…Due to Maintenance

by Melissa Palacios | February 27, 2012

Dan Ewart has been working at the College since 1973. He has helped develop increasingly complex computer systems for the campus. "[IT system] will be unavailable due to maintenance" is the message usually posted when W&M Information Technology plans an interruption in some kind of service. Whether the message is referring to Banner, Blackboard, myWM, etc. it is rarely a welcomed event. But it happens - and fairly frequently. So what's all this maintenance about anyway?

Maintenance, what?

A good person to ask is Unix Engineer, Dan Ewart. He routinely performs maintenance on Unix-run systems like Banner. Ewart has been working for the College since 1973, after graduating from W&M in 1971 with a degree in chemistry. He worked on the College's first mainframe computer system and has helped the campus develop increasingly complex computer systems since that time.

Ewart explains that there are essentially four types of maintenance:

Database application maintenance. This is usually an upgrade in code, in which new coding scripts are applied to the database.
Operating system maintenance. A procedure that is executed on the computer's operating system.
Hardware maintenance. Where some physical piece of equipment is being worked on and/or replaced.
Patches and minor updates. Usually these updates just keep the system up-and-running or they are efforts to avoid vulnerabilities. Changes are usually only noted on the back-end of the system where it is applied.

There are also daily and/or weekly system refreshes that just keep everything running properly. It's kind of like rebooting your computer. Most of these refreshes are done in the wee hours of the morning for systems that need daily refreshes and on the weekends for those that need weekly refreshes. Ewart routinely comes in the office at 5:00 am on Mondays to make sure all the Banner systems are running properly after the weekend refreshes.

The Tip of the Iceberg

Maintenance is not as straightforward as it seems.
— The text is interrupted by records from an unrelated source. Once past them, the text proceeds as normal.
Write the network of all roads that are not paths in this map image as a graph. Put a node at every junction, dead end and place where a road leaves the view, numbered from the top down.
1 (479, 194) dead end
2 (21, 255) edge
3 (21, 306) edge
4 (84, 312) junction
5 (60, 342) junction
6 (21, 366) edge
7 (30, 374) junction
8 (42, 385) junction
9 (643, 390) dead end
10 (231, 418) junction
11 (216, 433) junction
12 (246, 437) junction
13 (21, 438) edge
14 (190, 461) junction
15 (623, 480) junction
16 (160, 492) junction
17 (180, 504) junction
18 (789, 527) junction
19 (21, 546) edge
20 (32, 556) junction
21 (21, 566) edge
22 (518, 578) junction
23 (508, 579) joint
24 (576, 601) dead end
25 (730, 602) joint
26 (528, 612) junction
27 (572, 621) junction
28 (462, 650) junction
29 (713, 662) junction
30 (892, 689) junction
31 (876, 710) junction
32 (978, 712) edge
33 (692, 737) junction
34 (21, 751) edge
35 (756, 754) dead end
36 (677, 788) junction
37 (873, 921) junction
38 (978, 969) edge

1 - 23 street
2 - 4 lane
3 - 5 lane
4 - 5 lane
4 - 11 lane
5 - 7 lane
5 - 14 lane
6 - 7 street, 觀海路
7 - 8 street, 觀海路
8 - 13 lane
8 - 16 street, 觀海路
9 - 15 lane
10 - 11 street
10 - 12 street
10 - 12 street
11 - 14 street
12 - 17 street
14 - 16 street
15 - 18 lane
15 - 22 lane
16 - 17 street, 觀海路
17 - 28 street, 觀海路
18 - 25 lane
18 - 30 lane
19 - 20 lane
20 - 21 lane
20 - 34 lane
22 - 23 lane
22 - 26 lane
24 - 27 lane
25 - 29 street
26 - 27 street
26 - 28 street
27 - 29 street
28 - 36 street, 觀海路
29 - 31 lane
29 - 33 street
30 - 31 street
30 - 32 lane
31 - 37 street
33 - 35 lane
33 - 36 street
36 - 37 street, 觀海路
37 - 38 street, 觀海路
There is a rigorous development process that happens long before an announcement is ever made. Take, for example, a security patch that needs to be applied to a database system. First, the patch is put through a test database (called TEST) where initial testing is performed. If all goes well, it is then run through a pre-production (abbreviated as PPRD or Pre-PROD) database. This is the real proving ground as the system, with patch applied, gets poked and prodded by IT engineers and programmers.
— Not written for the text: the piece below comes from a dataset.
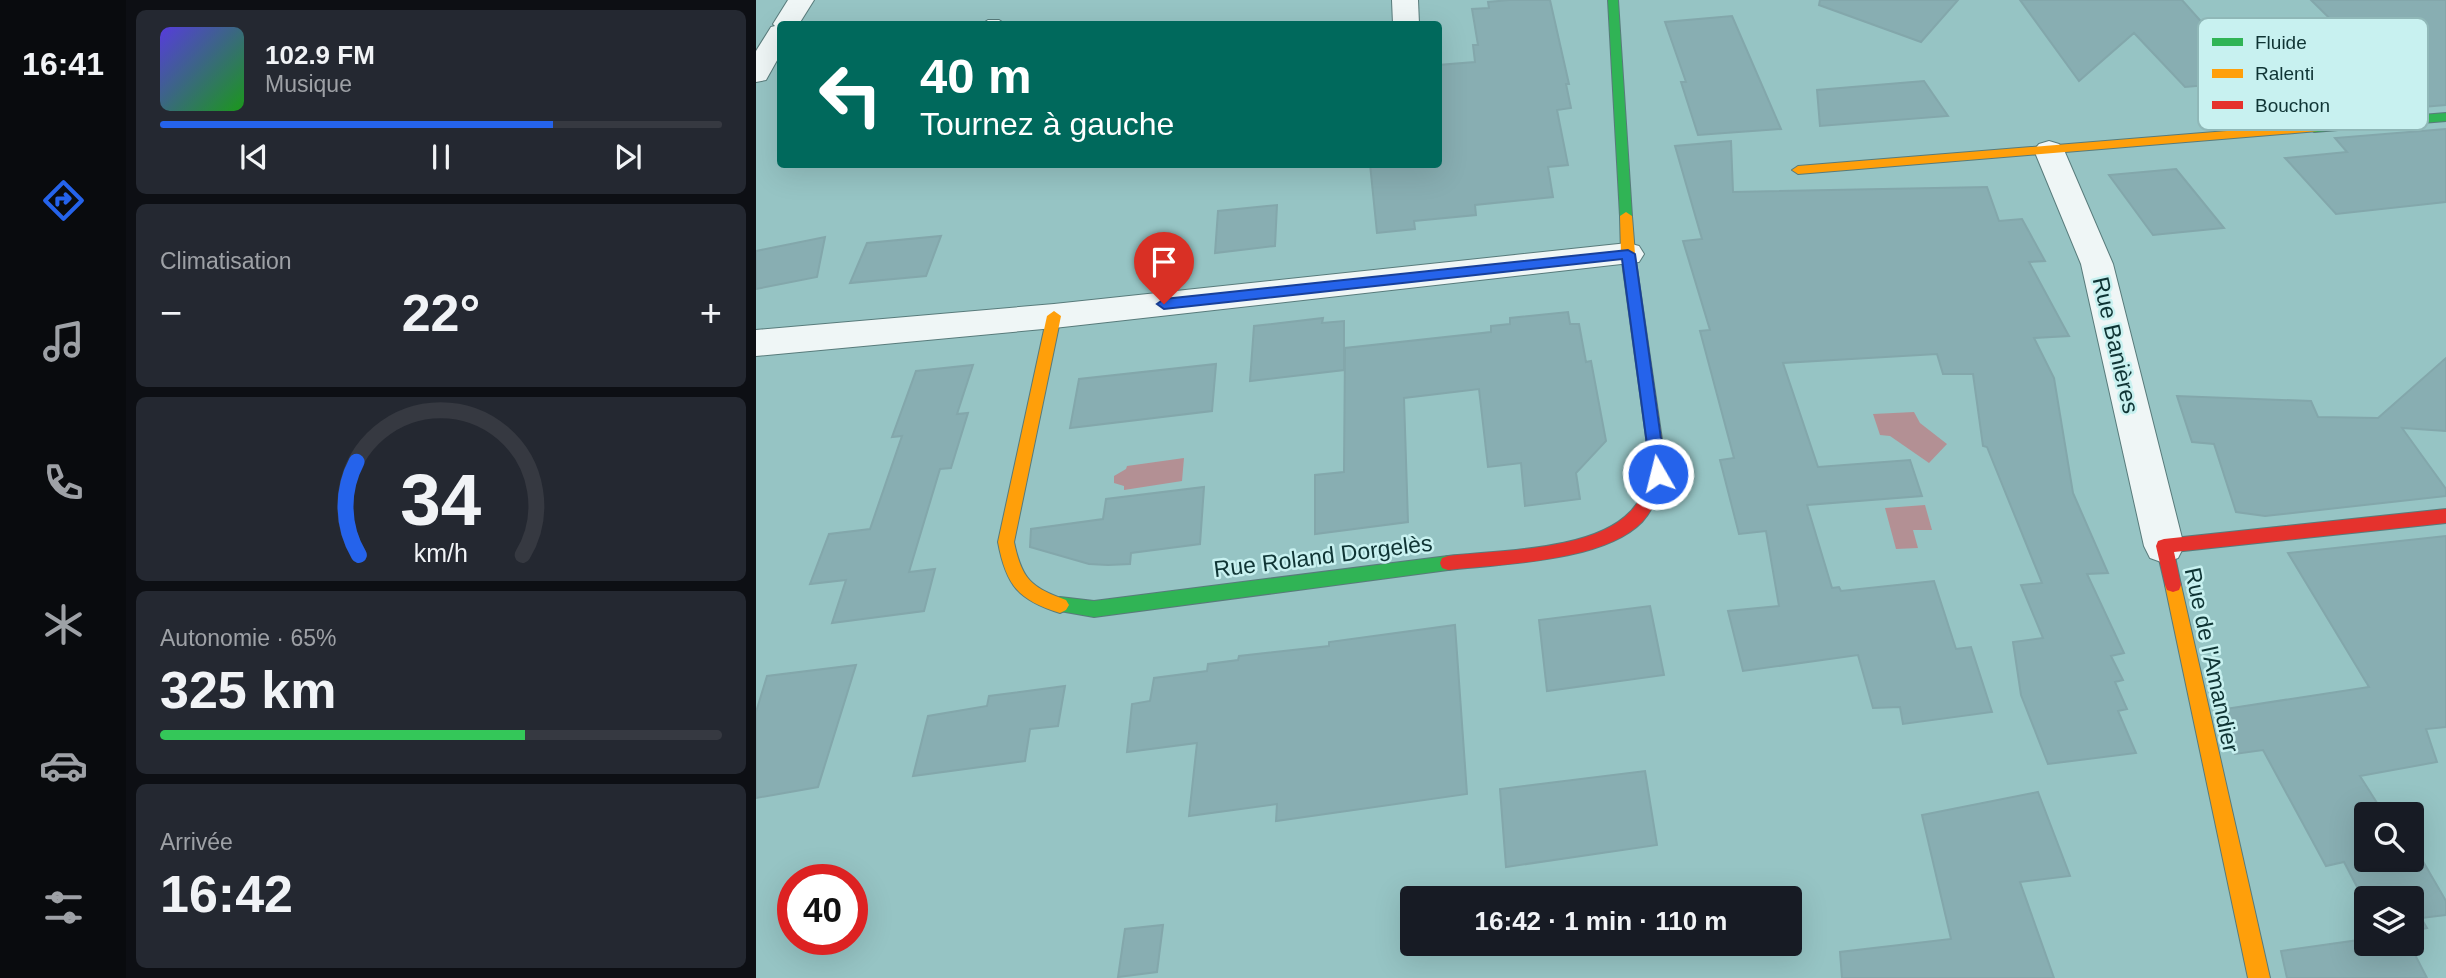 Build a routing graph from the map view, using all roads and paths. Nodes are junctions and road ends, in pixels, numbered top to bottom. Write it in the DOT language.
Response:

When all the wrinkles have been smoothed-out, the patch, still living in the pre-production database, is tested and vetted through selected groups around campus. For instance, if the patch affects Banner, it will be vetted through departments that are highly dependent on Banner, like the Registrar's office. This testing and vetting process can take anywhere from a couple weeks to a couple months to complete.

Once everything is ready to go, the final step is to put the patch into the production (aka PROD) database to make it "live".

But not so fast!

Putting things into production systems is always high-stakes. There is always a chance that things may not go as planned (despite the previous testing) and ALL users could be affected. Furthermore, the system is going to have to come off-line for a period of time for the installation. As systems become more abundant and interdependent, it gets increasingly hard to perform maintenance without bringing down a technology eco-system. IT tries as best as it can to, as Ewart says, "minimize impact." This means, in addition to rigorous testing, careful planning is also a must.

Minimizing Impact

So when is the best time to take a system (or technology eco-system) off-line? Many people would respond with "never", especially when it comes to heavy-hitting systems like Banner and Blackboard. Unfortunately, that's not a viable option.
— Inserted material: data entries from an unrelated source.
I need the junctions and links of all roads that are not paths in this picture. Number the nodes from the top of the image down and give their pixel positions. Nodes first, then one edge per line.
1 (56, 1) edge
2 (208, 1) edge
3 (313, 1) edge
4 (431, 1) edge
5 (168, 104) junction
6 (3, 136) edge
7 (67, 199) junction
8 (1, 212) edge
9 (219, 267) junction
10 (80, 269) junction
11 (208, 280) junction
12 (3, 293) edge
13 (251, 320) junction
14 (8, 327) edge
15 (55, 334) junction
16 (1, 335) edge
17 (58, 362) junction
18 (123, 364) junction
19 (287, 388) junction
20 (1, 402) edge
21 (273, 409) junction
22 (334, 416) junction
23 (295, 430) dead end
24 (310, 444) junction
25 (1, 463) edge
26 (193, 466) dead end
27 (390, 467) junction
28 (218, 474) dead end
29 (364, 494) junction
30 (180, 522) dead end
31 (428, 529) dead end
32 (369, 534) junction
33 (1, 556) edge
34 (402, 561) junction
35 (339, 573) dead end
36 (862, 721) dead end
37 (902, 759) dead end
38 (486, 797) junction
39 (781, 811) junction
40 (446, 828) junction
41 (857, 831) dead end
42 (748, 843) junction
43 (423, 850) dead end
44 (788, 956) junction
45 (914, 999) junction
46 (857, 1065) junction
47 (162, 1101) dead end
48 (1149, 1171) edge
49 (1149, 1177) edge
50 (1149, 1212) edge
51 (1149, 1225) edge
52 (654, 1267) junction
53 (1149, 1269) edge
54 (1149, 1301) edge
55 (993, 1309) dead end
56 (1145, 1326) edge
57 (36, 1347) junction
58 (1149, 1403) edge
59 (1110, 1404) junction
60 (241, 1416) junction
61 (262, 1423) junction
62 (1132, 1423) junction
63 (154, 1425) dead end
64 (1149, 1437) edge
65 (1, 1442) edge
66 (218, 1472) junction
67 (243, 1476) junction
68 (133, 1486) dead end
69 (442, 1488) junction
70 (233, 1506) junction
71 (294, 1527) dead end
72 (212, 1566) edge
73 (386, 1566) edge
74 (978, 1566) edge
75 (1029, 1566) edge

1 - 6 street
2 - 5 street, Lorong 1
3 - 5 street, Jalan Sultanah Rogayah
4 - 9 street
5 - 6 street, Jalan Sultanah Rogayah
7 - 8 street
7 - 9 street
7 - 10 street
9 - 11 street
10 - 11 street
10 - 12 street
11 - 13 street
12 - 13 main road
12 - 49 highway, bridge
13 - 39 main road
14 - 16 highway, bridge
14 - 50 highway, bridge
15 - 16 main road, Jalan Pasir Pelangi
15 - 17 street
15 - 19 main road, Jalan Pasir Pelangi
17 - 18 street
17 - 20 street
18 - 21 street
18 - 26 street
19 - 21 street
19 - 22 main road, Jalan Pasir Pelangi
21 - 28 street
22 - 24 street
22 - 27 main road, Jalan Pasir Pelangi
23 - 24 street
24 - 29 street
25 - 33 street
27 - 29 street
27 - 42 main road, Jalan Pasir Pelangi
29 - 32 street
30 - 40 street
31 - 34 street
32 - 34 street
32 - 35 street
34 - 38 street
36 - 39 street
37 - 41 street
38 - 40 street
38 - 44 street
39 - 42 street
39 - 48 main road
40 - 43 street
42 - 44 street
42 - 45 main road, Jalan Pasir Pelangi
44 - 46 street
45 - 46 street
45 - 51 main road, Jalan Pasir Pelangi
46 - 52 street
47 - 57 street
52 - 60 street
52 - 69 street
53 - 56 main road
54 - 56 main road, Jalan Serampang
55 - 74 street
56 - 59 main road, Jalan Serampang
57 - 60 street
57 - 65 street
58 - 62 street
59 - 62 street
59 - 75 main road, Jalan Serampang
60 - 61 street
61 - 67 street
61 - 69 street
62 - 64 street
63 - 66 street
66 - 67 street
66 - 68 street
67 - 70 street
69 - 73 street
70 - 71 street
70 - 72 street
So IT tries to conduct maintenance at times with the least amount of traffic. For a system like Banner Admin, which is heavily used during the weekdays, maintenance is usually conducted in a window between the hours of 4am and 8am (before the workday starts). If the maintenance is expected to take over a couple of hours, it is scheduled for a weekend instead. Heavy-use time periods like registration, Add/Drop, time sheet deadlines, and finance-reporting periods are avoided all together.

IT also consults with departments about the proposed dates for an outage. Based on the needs of the departments, a date is chosen. Inevitably, somebody or some group will be inconvenienced by the chosen time, but IT tries to weigh the needs of the departments and do the best they can to minimize the impact.

It is at this point you will finally see the infamous message saying "[IT system] will be unavailable due to maintenance," usually with a at least a week of advanced notice.

Available Because of Maintenance

Trying to keep the campus systems up and running 24/7 is quite an endeavor. Systems will not function without constant maintenance and upkeep. Through rigorous testing and careful planning, IT is doing the best they can to minimize the impact of maintenance and system outages.

Although announcements are only made when systems are expected to be down, you are welcome to put your own positive spin on the announcement when the systems are up. Our suggestion? "[IT system] is available because of maintenance. Yay!"